On October 26th the JCLU expressed it's opposition to the ‘defense secret’ clause included in the proposed amendment to the Self-Defense Force Law and urged political parties and the Chairmen of both Houses of the Diet to conduct full deliberations of the issue. (The said amendment was adopted into law by the Diet on 29 Oct. and came into legal effect on 2 Nov. 2001.)
The JCLU expressed several major objections to the proposed amendment. First, the scope of the term ‘defense secrets’ is excessively broad and inclusive. This means that even actions similar to the 1965 disclosure of the so-called ‘Mitsuya Study’ by a Diet member could constitute a violation of the law. (The Mitsuya Study included analysis of military scenarios envisaging a second Korean War. Disclosure of the Study caused an outcry due to its conflict with the rule of pacifism embodied in Article 9 of the Constitution.)
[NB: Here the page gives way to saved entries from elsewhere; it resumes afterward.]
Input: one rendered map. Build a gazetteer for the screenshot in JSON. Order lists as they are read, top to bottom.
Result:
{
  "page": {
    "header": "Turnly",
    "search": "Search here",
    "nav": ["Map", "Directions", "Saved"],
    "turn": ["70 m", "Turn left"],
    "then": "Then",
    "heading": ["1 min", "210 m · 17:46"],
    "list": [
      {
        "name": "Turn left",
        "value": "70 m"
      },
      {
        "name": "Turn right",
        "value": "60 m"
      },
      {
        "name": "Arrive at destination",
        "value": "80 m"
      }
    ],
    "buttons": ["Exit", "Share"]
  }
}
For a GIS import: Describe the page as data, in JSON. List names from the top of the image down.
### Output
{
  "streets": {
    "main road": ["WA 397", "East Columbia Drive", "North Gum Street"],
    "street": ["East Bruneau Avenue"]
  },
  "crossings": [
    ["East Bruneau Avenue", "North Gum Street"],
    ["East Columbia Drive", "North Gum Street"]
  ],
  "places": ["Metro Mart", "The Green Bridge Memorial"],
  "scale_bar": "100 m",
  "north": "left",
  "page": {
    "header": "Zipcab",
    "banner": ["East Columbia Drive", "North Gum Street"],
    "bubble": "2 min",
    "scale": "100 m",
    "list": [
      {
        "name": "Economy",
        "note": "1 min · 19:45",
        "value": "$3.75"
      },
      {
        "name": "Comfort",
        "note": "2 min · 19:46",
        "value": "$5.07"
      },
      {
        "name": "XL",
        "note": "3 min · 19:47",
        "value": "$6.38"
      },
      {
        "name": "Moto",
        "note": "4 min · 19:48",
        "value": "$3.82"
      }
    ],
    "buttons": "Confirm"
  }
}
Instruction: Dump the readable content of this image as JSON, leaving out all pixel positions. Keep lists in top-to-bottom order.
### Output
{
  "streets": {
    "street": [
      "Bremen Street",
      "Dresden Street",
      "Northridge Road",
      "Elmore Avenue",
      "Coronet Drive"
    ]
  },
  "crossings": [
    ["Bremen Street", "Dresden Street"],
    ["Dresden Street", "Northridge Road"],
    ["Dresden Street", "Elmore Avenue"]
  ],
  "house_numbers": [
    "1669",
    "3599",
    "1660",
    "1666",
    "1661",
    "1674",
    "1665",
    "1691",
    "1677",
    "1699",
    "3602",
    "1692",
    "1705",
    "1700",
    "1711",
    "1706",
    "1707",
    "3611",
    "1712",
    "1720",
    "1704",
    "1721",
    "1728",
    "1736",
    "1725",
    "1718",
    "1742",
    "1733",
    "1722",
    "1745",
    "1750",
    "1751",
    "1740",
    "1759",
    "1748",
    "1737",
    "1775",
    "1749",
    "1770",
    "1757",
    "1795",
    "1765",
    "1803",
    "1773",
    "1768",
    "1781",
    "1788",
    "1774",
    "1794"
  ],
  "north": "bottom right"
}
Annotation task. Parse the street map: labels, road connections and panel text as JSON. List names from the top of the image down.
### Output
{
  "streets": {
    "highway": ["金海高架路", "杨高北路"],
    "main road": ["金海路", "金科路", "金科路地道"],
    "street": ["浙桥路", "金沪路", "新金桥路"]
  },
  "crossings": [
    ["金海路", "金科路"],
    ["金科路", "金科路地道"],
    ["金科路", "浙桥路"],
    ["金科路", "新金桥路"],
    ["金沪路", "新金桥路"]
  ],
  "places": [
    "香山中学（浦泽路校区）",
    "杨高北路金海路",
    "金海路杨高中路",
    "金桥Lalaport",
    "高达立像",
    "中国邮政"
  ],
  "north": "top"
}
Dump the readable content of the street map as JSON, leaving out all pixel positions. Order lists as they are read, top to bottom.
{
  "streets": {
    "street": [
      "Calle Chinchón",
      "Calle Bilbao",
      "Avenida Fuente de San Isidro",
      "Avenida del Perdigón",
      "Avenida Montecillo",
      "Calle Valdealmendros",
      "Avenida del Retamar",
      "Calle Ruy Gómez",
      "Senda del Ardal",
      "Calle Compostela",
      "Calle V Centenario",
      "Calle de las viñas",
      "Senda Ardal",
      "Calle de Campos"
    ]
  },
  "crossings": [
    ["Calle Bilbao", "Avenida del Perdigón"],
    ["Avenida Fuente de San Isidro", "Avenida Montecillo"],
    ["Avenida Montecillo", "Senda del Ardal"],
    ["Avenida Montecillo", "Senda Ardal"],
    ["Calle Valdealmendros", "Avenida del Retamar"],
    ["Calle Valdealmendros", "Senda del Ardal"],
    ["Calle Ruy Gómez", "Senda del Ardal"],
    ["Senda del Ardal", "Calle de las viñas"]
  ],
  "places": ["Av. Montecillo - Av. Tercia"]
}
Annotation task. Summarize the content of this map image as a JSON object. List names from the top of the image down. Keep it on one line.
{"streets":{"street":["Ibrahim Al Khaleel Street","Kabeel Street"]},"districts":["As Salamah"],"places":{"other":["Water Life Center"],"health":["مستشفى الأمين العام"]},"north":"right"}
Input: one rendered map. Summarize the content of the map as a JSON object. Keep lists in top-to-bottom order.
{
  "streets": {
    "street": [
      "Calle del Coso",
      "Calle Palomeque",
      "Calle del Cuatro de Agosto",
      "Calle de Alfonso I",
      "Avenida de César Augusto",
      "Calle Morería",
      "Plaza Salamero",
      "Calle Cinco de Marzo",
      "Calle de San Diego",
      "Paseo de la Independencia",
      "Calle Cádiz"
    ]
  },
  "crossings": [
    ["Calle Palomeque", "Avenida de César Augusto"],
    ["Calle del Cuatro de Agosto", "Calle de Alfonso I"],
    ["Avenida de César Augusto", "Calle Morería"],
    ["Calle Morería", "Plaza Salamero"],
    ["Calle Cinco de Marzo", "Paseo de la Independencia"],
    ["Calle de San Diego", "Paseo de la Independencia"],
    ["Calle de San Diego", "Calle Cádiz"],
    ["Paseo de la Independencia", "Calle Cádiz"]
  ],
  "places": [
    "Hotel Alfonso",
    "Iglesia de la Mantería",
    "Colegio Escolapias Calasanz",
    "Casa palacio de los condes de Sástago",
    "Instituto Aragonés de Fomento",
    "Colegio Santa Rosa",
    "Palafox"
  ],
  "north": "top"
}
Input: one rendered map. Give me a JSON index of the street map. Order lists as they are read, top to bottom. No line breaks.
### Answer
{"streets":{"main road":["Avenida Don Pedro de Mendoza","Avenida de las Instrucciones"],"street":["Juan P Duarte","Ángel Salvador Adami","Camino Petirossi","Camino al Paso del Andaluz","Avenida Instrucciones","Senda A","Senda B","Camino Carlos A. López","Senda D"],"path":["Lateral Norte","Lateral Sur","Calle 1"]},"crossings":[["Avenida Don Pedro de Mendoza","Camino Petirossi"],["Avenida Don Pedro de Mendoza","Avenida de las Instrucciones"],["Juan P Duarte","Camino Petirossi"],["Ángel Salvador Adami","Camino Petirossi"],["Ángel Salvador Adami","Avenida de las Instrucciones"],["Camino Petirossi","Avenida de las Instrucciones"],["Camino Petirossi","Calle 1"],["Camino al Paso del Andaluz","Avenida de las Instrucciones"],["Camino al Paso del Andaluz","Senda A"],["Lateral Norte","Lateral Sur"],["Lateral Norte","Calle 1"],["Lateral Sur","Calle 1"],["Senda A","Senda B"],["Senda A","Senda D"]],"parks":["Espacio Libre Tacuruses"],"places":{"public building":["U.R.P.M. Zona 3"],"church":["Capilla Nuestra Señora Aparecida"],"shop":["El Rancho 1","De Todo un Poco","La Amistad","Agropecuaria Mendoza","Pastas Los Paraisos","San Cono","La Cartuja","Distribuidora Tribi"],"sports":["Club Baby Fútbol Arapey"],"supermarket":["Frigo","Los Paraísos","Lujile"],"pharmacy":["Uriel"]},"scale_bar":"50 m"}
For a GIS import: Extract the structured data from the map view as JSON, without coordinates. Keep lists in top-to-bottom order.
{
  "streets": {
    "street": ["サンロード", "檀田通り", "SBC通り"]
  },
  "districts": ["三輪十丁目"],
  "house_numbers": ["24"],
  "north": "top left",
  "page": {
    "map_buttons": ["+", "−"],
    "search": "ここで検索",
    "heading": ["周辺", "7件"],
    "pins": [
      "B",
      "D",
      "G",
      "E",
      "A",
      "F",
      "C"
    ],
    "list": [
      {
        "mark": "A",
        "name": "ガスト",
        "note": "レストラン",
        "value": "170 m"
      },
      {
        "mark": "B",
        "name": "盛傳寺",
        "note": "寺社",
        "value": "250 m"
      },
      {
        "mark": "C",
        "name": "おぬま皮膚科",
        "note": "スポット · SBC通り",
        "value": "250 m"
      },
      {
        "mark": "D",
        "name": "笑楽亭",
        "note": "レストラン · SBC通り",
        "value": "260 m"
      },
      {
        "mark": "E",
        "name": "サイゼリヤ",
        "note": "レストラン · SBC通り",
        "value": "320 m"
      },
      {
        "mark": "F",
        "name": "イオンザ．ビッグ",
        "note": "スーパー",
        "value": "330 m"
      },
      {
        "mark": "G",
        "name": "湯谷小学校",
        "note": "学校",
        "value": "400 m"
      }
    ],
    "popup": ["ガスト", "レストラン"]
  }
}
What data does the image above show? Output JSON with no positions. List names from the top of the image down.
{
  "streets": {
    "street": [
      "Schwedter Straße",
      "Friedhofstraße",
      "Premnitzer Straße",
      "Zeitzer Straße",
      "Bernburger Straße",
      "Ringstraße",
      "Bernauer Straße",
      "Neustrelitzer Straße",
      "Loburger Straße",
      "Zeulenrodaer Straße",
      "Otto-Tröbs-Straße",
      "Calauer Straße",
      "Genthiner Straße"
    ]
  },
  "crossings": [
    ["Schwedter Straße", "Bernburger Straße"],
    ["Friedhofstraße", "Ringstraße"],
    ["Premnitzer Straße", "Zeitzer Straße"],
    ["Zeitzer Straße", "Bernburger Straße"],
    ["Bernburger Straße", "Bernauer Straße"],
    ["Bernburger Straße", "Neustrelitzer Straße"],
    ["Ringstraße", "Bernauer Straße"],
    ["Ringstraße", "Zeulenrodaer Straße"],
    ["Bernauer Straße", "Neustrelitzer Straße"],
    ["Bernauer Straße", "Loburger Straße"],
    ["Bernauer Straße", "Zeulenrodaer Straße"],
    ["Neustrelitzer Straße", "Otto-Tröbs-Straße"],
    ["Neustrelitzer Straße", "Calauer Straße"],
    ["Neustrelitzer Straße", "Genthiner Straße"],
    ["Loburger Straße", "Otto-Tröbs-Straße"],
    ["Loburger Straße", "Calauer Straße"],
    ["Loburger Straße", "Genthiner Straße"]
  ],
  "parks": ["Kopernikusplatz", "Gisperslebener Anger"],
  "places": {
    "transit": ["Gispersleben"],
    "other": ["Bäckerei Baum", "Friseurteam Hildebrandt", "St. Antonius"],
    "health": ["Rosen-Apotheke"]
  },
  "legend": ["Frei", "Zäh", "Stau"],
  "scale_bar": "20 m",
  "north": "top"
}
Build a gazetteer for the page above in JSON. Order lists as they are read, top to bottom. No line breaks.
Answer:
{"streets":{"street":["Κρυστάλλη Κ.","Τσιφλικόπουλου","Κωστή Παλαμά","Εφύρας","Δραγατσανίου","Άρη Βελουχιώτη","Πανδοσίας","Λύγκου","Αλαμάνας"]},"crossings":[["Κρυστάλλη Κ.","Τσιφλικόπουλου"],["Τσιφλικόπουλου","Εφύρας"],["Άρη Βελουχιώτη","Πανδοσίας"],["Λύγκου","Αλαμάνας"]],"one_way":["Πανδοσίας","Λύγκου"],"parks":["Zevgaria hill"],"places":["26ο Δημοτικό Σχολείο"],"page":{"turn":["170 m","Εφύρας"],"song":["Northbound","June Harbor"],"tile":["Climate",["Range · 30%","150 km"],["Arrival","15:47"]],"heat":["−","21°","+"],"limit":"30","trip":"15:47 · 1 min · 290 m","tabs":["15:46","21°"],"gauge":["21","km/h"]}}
Second, the clause applies not only to members of the Self-Defense Forces, but to anyone. Further, the law provides for criminal punishment not only in the case of intentional disclosure of “defense secrets”, but for negligent disclosure as well. Thus, members of the press and public could be found liable for “conspiracy,” “instigation” or “abetting” even a negligent disclosure.
Finally, the content of the amendment is virtually the same as key language in the so-called “National Secrets Act” which failed to gain approval of the Diet in the 1980`s. Moreover, it does not contain the prohibition on overbroad interpretation, intended to limit potential violations of human rights, which was included in the failed bill.
For the above reasons, the JCLU announced its opposition to the proposed amendment, stressing the risk of serious infringement of the rights of freedom of expression, press and publication and that the unclear scope of application renders it incompatible with the principle of nulla poena sine lege (crime and penalty must be defined by law).